Als der Abgesandte Dilhat diese Könige in Abu Tawaifs Zelt auf goldenen Stühlen sitzend fand, grüßte er mit Ehrerbietung und sagte zu Abu Tawaif: »Ich bin ein Abgesandter des Königs Amrad, welcher mit Erstaunen ein so zahlreiches fremdes Heer auf seinem Gebiet erblickt und gern wissen möchte, in welcher Absicht ihr hierher gekommen.
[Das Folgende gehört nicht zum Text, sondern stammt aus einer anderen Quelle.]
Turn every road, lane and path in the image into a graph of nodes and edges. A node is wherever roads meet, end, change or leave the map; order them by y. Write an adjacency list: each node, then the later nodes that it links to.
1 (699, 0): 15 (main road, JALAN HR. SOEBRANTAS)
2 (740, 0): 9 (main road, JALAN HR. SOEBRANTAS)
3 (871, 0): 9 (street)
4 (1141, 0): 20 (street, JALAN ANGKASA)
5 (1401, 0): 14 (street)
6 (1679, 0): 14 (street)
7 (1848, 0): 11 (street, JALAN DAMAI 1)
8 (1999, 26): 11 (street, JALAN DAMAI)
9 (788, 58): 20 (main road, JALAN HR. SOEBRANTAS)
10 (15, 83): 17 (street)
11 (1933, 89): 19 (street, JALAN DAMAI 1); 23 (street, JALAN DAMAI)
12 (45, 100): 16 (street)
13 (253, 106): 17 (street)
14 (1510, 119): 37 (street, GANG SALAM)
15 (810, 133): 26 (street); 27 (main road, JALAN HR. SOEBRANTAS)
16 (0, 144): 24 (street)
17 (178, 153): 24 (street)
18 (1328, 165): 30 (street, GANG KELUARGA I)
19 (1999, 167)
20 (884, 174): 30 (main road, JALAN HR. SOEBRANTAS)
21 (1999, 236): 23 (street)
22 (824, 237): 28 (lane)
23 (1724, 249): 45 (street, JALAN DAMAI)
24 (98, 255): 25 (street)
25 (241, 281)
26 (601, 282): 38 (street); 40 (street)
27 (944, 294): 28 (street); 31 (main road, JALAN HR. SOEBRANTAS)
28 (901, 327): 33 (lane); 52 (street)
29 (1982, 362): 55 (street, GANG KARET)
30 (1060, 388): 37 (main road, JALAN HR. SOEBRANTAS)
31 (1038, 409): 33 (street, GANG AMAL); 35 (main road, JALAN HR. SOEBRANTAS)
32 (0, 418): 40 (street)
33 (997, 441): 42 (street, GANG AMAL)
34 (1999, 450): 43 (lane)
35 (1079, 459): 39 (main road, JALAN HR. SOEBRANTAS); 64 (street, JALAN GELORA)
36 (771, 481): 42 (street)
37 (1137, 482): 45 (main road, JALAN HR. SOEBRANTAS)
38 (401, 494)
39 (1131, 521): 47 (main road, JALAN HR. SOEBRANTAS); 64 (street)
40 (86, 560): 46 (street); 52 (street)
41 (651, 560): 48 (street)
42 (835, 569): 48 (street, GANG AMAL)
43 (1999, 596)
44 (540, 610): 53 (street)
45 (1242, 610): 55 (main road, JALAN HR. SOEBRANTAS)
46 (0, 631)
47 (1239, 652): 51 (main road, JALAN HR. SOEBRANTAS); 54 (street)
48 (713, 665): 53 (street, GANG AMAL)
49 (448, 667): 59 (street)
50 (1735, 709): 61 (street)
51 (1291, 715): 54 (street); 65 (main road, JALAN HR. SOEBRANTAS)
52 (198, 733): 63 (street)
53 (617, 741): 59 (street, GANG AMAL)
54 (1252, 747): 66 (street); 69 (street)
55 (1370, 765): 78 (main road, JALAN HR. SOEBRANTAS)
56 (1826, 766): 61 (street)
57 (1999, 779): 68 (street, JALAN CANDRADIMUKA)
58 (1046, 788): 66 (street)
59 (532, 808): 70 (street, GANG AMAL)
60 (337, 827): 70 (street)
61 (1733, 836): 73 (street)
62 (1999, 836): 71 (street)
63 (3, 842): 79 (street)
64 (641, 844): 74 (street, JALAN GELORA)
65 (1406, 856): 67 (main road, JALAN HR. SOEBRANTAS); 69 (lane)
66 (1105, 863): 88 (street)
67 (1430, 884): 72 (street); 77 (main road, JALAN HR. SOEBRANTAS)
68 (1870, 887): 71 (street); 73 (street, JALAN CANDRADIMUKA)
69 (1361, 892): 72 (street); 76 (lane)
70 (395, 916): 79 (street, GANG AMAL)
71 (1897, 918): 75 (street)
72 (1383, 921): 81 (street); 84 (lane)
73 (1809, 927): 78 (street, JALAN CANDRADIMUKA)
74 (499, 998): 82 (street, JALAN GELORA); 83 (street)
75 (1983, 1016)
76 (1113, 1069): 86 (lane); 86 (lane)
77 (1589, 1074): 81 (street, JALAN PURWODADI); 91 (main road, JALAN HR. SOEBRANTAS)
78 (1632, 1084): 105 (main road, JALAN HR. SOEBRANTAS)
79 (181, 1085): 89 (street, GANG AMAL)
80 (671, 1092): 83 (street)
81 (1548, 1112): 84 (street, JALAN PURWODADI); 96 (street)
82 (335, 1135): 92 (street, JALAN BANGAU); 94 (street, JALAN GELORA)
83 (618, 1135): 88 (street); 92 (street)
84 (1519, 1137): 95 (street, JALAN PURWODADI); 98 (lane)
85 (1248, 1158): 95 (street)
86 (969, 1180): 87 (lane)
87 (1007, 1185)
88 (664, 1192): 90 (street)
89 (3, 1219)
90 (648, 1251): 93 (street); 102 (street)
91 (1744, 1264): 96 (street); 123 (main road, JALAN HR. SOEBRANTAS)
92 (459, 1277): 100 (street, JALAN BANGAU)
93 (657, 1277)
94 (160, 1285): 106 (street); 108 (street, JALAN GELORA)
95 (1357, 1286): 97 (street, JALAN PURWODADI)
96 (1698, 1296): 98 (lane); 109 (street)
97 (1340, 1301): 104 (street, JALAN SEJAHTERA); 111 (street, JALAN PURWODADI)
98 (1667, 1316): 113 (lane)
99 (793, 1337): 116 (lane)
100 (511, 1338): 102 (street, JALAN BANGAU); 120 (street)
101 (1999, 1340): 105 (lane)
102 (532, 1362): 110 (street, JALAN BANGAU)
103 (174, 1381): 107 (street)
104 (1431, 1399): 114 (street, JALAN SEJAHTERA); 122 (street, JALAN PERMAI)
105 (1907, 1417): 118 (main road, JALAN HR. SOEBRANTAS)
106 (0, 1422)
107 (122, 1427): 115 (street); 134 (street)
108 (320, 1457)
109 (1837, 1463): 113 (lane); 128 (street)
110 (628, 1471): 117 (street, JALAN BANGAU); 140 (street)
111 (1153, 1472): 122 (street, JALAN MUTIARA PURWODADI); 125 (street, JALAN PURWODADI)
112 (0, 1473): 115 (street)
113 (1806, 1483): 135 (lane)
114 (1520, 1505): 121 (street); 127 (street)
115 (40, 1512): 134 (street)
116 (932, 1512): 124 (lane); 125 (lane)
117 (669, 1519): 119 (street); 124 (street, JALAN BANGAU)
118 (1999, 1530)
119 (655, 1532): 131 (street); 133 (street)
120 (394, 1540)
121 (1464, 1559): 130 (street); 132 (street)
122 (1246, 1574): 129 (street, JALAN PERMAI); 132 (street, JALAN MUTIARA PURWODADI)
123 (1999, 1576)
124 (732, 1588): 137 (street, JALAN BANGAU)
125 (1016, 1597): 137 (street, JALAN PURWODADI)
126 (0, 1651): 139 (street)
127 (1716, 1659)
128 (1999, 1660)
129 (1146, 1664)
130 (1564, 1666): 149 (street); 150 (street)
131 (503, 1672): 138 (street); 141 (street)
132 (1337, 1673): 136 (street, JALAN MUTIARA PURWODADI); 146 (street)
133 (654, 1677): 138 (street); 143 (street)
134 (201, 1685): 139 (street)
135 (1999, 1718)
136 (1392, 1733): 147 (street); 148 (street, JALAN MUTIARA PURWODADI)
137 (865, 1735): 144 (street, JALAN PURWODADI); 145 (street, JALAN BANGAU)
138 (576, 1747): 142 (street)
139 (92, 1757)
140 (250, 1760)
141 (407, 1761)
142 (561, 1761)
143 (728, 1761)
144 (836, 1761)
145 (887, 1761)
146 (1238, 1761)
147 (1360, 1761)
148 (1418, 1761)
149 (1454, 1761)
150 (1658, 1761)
Ich zweifle zwar nicht im mindesten an euren friedlichen Gesinnungen; ihr werdet wohl die Macht des Königs Amrad kennen und um keinen Preis euch in einen Krieg mit ihm einlassen wollen, der euch jedenfalls nur verderblich werden kann; denn solltet ihr auch einmal über seine Truppen siegen, so steht es ihm doch immer frei, euch zu verweigern, was ihr von ihm begehrt, und sich auf den Berg Kaf zurückzuziehen, wo ihn Engel beschützen, deren feurige Pfeile euch abhalten, ihn weiter zu verfolgen.« – »Allerdings«, erwiderte Abu Tawaif, »wünschen wir sehnlich, mit deinem Herrn in gutem Einverständnis zu bleiben; jedoch können wir es nur unter der Bedingung, daß er uns den Menschen aus Damaskus ausliefere, der sich bei ihm aufhält und um dessentwillen, weil die Königin Farha ihn liebt, schon so viel Genienblut geflossen ist.« Dilhat kehrte darauf wieder zu Amrad zurück und machte ihn mit den Namen und der Forderung der vereinigten Könige bekannt.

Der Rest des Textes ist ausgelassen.